Pusateri believes the industry needs to think outside the box in order to court the next wave of residents now.

“The goal is: How do we take them earlier, while meeting them at a price point that serves their needs? Because that group will not have the savings level of the groups we’re accustomed to working with,” he said.

‘Senior living’ vs. ‘living senior’

Pusateri identified technology as a way to enhance both the resident and employee living experience, and VR will play a role in both.

VR headsets can be used for educational purposes, to foster connections between residents who do not normally socialize, and to do things they have either never been able to do, or used to do.

One True Connection resident used to fly his family to Mackinac Island, Michigan every summer. True Connection’s VR partner, Rendever, happened to have tours of Mackinac Island in its system.
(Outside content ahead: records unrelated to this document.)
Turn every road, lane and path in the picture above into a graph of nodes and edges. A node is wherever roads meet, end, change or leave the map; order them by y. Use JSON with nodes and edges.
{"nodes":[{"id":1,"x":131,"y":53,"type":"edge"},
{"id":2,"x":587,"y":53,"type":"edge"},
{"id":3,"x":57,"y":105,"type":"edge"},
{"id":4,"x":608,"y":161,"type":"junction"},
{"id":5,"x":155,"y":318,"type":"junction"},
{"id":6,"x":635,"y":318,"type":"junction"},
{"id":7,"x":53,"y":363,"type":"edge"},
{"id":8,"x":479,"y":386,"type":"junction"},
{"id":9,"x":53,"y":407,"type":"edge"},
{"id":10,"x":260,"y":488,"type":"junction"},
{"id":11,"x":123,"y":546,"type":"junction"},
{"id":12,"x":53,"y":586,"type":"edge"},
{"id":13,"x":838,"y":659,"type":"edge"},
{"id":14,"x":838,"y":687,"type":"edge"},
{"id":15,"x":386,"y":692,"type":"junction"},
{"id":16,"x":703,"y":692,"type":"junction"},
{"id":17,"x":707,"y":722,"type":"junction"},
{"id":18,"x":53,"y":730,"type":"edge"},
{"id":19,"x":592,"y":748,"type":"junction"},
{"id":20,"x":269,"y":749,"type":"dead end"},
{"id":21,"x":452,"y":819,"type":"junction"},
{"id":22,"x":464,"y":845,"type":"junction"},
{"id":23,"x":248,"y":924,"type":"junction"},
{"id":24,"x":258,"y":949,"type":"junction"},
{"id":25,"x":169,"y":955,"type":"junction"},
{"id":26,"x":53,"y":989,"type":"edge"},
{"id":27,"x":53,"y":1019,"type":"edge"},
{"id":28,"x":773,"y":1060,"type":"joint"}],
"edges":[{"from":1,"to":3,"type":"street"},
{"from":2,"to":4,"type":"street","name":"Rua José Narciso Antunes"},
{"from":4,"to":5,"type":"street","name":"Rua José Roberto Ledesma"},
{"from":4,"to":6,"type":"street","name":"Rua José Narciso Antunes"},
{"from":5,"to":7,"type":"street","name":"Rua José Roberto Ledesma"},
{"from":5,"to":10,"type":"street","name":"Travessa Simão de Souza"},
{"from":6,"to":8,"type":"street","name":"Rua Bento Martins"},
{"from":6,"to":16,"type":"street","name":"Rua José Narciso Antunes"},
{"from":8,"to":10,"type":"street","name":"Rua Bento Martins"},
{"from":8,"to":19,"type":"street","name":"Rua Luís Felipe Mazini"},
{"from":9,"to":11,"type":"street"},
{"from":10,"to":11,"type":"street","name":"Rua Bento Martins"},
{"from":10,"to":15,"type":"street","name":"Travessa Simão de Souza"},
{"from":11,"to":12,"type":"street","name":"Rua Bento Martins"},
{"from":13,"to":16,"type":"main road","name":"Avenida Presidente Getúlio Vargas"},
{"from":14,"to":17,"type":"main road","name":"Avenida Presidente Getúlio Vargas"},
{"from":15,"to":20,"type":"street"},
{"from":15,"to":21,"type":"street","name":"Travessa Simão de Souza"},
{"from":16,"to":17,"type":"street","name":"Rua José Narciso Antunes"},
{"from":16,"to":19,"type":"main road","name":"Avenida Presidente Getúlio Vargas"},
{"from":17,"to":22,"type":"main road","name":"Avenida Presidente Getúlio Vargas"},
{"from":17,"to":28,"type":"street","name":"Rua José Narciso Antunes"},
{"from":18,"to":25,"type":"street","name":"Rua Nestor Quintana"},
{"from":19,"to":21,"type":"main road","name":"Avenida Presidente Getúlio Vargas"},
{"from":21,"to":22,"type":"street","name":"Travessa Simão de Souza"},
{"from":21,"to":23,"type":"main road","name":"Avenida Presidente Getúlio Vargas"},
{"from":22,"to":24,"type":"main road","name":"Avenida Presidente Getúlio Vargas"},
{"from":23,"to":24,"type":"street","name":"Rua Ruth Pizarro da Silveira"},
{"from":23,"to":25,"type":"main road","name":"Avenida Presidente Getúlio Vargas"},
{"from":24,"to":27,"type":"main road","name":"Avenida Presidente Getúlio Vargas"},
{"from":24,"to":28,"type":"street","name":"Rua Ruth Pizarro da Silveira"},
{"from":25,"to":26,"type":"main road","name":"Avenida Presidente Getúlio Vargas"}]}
This allowed the resident experience the island all over again.

VR can also be used to record greetings that can be played at weddings and social functions across the globe and vice versa, allowing residents to participate and reduce their levels of isolation.

The level of engagement among residents improved dramatically, and the VR pilot is now in all three of True Connection’s Michigan communities. Pusateri believes this is only the tip of the iceberg for how VR can be utilized in independent living.

“We can ask the resident what they want to do and we can find a way to make it happen. To me, that’s the difference between ‘senior living’ and ‘living senior.’ We’re flipping [independent living] on its ear and showing people that there’s a way to do things they never got to do,” he said.

Pusateri also believes VR can be used to improve employee training, and is working with VR companies to develop training programs that can be loaded directly into headsets. This will allow employees to focus directly on what is being projected, instead of sitting in front of a computer screen.

True Connection is discussing implementing Apple-style “Genius Bar” concepts with its concierge programs, as a way to assist residents with their smartphone, tablet and IoT knowledge.

Pusateri believes that if True Connection residents can learn how to use tech, they will be more engaged within and outside the community.

“We’re believers in technology and how we can make that accentuate the lives of our residents, versus keeping them fearful of it,” he said.